TensorRTExtension#
Refer to the official NVIDIA Tensorrt documentation for support matrix and more.
UUID: d43f23e4-b9bf-11eb-9d18-2b7be630552b
Version: 2.7.0
Author: NVIDIA
License: Proprietary
Components#
nvidia::gxf::TensorRtInference#
Codelet taking input tensors and feed them into TensorRT for inference.
Component ID: 06a7f0e0-b9c0-11eb-8cd6-23c9c2070107
Base Type: nvidia::gxf::Codelet
Parameters#
model_file_path
Model File Path.
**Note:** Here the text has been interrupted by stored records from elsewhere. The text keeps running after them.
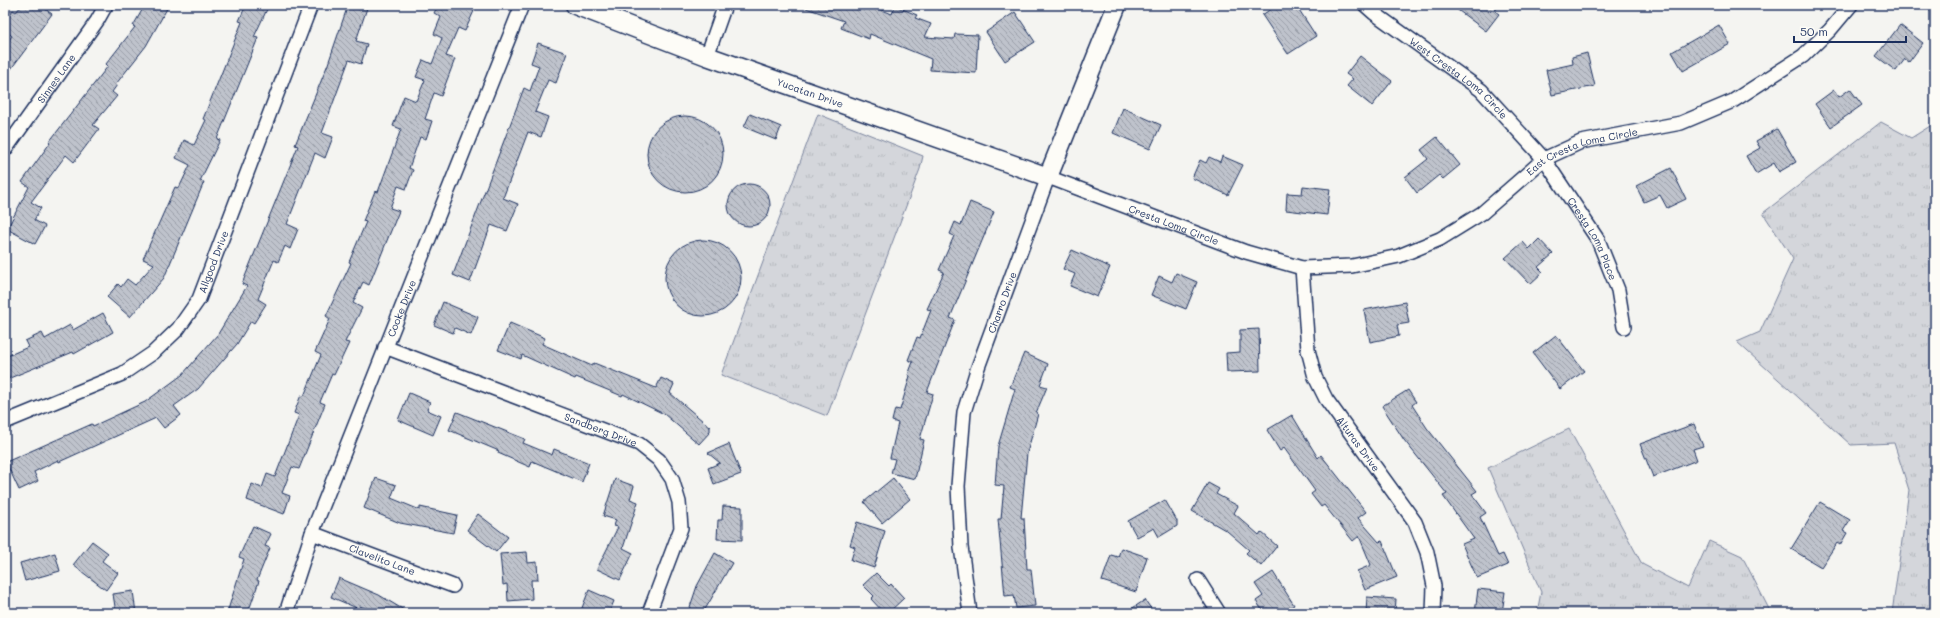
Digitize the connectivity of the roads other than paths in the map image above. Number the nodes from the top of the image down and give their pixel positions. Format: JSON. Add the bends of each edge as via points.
{"nodes":[{"id":1,"x":106,"y":5,"type":"edge"},
{"id":2,"x":311,"y":5,"type":"edge"},
{"id":3,"x":522,"y":5,"type":"edge"},
{"id":4,"x":575,"y":5,"type":"edge"},
{"id":5,"x":725,"y":5,"type":"edge"},
{"id":6,"x":1117,"y":5,"type":"edge"},
{"id":7,"x":1365,"y":5,"type":"edge"},
{"id":8,"x":1851,"y":5,"type":"edge"},
{"id":9,"x":707,"y":56,"type":"junction"},
{"id":10,"x":5,"y":150,"type":"edge"},
{"id":11,"x":1544,"y":159,"type":"junction"},
{"id":12,"x":1048,"y":177,"type":"junction"},
{"id":13,"x":1302,"y":268,"type":"junction"},
{"id":14,"x":1624,"y":327,"type":"dead end"},
{"id":15,"x":385,"y":347,"type":"junction"},
{"id":16,"x":5,"y":422,"type":"edge"},
{"id":17,"x":312,"y":533,"type":"junction"},
{"id":18,"x":1198,"y":580,"type":"dead end"},
{"id":19,"x":452,"y":586,"type":"dead end"},
{"id":20,"x":286,"y":613,"type":"edge"},
{"id":21,"x":648,"y":613,"type":"edge"},
{"id":22,"x":970,"y":613,"type":"edge"},
{"id":23,"x":1219,"y":613,"type":"edge"},
{"id":24,"x":1433,"y":613,"type":"edge"}],
"edges":[{"from":1,"to":10,"type":"street","name":"Sinnes Lane"},
{"from":2,"to":16,"type":"street","name":"Allgood Drive","via":[[199,299],[178,329],[153,353],[122,374]]},
{"from":3,"to":15,"type":"street","name":"Cooke Drive"},
{"from":4,"to":9,"type":"street","name":"Yucatan Drive"},
{"from":5,"to":9,"type":"street"},
{"from":6,"to":12,"type":"street","name":"Charro Drive"},
{"from":7,"to":11,"type":"street","name":"West Cresta Loma Circle","via":[[1481,90]]},
{"from":8,"to":11,"type":"street","name":"East Cresta Loma Circle","via":[[1803,56],[1733,101],[1681,122],[1581,142]]},
{"from":9,"to":12,"type":"street","name":"Yucatan Drive"},
{"from":11,"to":13,"type":"street","name":"East Cresta Loma Circle","via":[[1482,213],[1440,239],[1399,256],[1360,264]]},
{"from":11,"to":14,"type":"street","name":"Cresta Loma Place","via":[[1598,240],[1618,290]]},
{"from":12,"to":13,"type":"street","name":"Cresta Loma Circle","via":[[1246,252]]},
{"from":12,"to":22,"type":"street","name":"Charro Drive","via":[[964,412],[958,486],[961,547]]},
{"from":13,"to":24,"type":"street","name":"Alturas Drive","via":[[1308,350],[1315,377],[1326,399],[1415,522],[1427,552],[1434,586]]},
{"from":15,"to":17,"type":"street","name":"Cooke Drive"},
{"from":15,"to":21,"type":"street","name":"Sandberg Drive","via":[[639,444],[659,460],[672,479],[679,502],[681,528]]},
{"from":17,"to":19,"type":"street","name":"Clavelito Lane"},
{"from":17,"to":20,"type":"street","name":"Cooke Drive"},
{"from":18,"to":23,"type":"street"}]}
Path to ONNX model to be loaded.
Flags: GXF_PARAMETER_FLAGS_NONE
Type: GXF_PARAMETER_TYPE_STRING
engine_file_path
Engine File Path. Path to the generated engine to be serialized and loaded from.
Flags: GXF_PARAMETER_FLAGS_NONE
Type: GXF_PARAMETER_TYPE_STRING
force_engine_update
Force Engine Update. Always update engine regard less of existing engine file. Such conversion may take minutes. Default to false.
Flags: GXF_PARAMETER_FLAGS_NONE
Type: GXF_PARAMETER_TYPE_BOOL
Default: false
input_tensor_names
Input Tensor Names. Names of input tensors in the order to be fed into the model.
Flags: GXF_PARAMETER_FLAGS_NONE
Type: GXF_PARAMETER_TYPE_STRING
input_binding_names
Input Binding Names. Names of input bindings as in the model in the same order of what is provided in input_tensor_names.
Flags: GXF_PARAMETER_FLAGS_NONE
Type: GXF_PARAMETER_TYPE_STRING
output_tensor_names
Output Tensor Names. Names of output tensors in the order to be retrieved from the model.
Flags: GXF_PARAMETER_FLAGS_NONE
Type: GXF_PARAMETER_TYPE_STRING
output_binding_names
Output Binding Names. Names of output bindings in the model in the same order of of what is provided in output_tensor_names.
Flags: GXF_PARAMETER_FLAGS_NONE
Type: GXF_PARAMETER_TYPE_STRING
pool
Pool. Allocator instance for output tensors.
Flags: GXF_PARAMETER_FLAGS_NONE
Type: GXF_PARAMETER_TYPE_HANDLE
Handle Type: nvidia::gxf::Allocator
cuda_stream_pool
Cuda Stream Pool. Instance of gxf::CudaStreamPool to allocate CUDA stream.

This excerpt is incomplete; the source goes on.